Members of Ateret Cohanim yeshiva, a seminary dedicated to expanding Jewish presence in neighborhoods inhabited mostly by Arabs, have said they are seeking to fulfill the government’s policy of Jewish settlement throughout Jerusalem and, at the hospice, to re-establish Jewish life in an area where Jewish merchants once owned shops before being driven away by Arab riots in the 1920s.
But critics say the move is part of an attempt by caretaker Prime Minister Yitzhak Shamir’s right-wing government to rush settlements into some of the most sensitive areas of the occupied territories and eventually drive Arabs out of the Old City.
On Tuesday, two large Israeli flags, apparent remnants of an Israeli Independence Day celebration the day before, were draped out the front windows of the hospice, while a black protest flag flew above the Church of the Holy Sepulcher.

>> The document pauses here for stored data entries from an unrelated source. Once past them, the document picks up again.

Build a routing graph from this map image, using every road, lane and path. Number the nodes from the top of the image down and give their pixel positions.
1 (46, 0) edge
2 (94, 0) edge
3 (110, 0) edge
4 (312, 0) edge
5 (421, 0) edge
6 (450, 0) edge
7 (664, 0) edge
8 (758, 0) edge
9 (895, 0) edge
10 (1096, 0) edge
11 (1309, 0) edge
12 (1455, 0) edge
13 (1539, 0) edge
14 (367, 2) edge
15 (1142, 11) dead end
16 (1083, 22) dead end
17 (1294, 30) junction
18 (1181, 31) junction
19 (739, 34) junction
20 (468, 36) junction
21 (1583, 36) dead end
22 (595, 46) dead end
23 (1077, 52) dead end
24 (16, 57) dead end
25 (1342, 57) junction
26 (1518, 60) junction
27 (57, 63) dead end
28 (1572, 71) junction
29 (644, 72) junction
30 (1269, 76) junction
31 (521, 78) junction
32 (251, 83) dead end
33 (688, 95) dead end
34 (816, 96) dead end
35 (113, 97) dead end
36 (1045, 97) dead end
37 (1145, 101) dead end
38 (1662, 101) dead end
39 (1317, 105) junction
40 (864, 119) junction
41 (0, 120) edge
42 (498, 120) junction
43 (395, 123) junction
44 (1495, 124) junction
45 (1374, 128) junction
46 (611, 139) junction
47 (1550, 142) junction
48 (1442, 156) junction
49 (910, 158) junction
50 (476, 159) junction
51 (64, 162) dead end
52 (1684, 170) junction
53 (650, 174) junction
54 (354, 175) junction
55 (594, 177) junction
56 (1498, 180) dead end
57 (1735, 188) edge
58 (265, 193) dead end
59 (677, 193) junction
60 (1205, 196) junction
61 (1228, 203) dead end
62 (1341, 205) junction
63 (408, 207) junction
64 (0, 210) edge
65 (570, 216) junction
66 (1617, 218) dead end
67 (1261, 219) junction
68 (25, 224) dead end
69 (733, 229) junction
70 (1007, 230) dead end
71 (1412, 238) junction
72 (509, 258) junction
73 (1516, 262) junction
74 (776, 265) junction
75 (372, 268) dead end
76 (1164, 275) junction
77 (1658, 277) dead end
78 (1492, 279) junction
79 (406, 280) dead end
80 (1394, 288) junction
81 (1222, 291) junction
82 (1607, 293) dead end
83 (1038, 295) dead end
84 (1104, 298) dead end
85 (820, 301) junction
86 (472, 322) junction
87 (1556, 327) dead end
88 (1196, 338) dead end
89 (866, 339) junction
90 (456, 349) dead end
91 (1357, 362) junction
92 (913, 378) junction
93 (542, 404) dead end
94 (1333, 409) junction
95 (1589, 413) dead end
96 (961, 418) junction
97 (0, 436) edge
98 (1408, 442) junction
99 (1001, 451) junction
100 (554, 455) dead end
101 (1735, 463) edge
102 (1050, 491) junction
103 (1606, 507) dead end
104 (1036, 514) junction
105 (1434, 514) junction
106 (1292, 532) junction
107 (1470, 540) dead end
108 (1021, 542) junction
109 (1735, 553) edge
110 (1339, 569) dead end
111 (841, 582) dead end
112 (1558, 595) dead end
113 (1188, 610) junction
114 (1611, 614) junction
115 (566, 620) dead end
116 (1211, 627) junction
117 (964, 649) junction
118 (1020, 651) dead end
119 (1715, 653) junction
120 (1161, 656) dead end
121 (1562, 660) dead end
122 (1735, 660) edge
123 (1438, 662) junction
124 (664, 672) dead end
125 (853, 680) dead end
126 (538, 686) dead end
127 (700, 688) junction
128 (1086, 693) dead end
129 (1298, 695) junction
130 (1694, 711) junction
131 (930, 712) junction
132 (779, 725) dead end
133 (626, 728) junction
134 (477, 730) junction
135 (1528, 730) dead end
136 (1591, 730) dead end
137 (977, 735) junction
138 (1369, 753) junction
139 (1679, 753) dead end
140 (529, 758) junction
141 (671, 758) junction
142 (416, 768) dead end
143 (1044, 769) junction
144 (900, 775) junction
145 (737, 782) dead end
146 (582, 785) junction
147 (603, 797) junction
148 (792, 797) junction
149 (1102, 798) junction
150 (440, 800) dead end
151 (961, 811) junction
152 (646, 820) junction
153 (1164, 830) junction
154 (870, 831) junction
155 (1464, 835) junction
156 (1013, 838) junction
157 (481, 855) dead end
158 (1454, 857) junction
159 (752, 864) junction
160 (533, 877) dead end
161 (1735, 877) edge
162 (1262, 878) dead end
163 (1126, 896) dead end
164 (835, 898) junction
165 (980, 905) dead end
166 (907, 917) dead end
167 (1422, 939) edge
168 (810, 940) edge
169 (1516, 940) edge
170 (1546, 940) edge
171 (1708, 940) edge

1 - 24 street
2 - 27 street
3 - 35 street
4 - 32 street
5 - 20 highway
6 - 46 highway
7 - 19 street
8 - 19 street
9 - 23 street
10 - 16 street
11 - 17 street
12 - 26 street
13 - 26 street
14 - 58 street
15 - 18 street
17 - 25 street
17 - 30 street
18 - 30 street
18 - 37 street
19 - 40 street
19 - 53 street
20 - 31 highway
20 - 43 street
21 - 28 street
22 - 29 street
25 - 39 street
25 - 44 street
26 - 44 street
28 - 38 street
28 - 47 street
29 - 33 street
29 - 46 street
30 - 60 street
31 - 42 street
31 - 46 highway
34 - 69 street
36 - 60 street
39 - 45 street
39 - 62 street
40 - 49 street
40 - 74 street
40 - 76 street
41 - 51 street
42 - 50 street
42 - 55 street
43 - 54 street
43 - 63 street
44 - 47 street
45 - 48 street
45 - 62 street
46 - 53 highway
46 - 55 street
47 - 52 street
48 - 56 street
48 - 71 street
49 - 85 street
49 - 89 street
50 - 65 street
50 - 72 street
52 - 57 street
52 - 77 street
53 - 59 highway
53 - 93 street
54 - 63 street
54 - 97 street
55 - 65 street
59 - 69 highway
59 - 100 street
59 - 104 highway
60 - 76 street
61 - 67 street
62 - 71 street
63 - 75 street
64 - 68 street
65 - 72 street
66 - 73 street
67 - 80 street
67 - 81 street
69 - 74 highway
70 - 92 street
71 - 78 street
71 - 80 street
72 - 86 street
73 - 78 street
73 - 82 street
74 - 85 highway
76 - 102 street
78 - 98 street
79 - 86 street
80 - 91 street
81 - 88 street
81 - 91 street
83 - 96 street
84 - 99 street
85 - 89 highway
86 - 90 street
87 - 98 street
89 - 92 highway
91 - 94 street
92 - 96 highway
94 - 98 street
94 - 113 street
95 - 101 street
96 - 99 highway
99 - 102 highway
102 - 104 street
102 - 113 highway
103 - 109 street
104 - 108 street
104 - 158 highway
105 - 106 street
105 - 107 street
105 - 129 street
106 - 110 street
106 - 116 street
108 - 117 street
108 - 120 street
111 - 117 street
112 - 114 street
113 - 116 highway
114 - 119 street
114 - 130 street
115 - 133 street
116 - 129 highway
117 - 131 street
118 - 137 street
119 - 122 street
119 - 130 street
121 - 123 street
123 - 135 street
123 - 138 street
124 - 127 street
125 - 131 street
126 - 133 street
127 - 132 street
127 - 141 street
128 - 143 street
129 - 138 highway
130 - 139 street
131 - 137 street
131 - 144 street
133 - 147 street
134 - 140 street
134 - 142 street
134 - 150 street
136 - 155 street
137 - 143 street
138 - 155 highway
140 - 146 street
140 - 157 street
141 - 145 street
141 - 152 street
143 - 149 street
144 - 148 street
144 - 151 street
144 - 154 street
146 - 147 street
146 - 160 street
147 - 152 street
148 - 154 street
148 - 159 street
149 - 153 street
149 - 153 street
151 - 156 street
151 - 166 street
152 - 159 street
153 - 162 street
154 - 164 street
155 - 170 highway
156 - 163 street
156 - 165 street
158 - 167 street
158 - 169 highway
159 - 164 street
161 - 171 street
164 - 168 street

Spokesman Avyatar said the settlers had been moving out of the hospice throughout the weekend, and by noon Tuesday, only 20 remained, in apparent technical compliance with the court’s order specifying that “the people occupying the building, excluding the (owner) company and its maintenance men and guards, will vacate the building. . . . “
Sixty of the settlers are employees of the Panamanian company that owns the building, a spokesman for the settlers said. When the sight of a woman poking her head out of a window after the deadline set off a shriek of protest by a Greek Orthodox priest, Avyatar responded impatiently: “Maintenance. It’s not allowed to clean the house with women? You want me to clean the house?”
“May I go in please, to see the situation of how many people are inside?” Bishop Christadoulos shouted, surrounded by television and radio microphones.
Avyatar turned to the cameras. “He stands here and he wants an act which has legal aspects. He should apply to his lawyer.”
At that point, the doors to the hospice clicked shut, and the priests moved back to the patriarchate. A few hours later, a six-member delegation from the church was permitted to inspect the building.
Next door, an Arab cafe owner cheerily dispensed coffee at a reduced price to the hordes of journalists.
“One shekel today,” he said briskly. “One shekel only. Because they . . .,” and he thrust a thumb toward the hospice next door, ". . . are moving out.”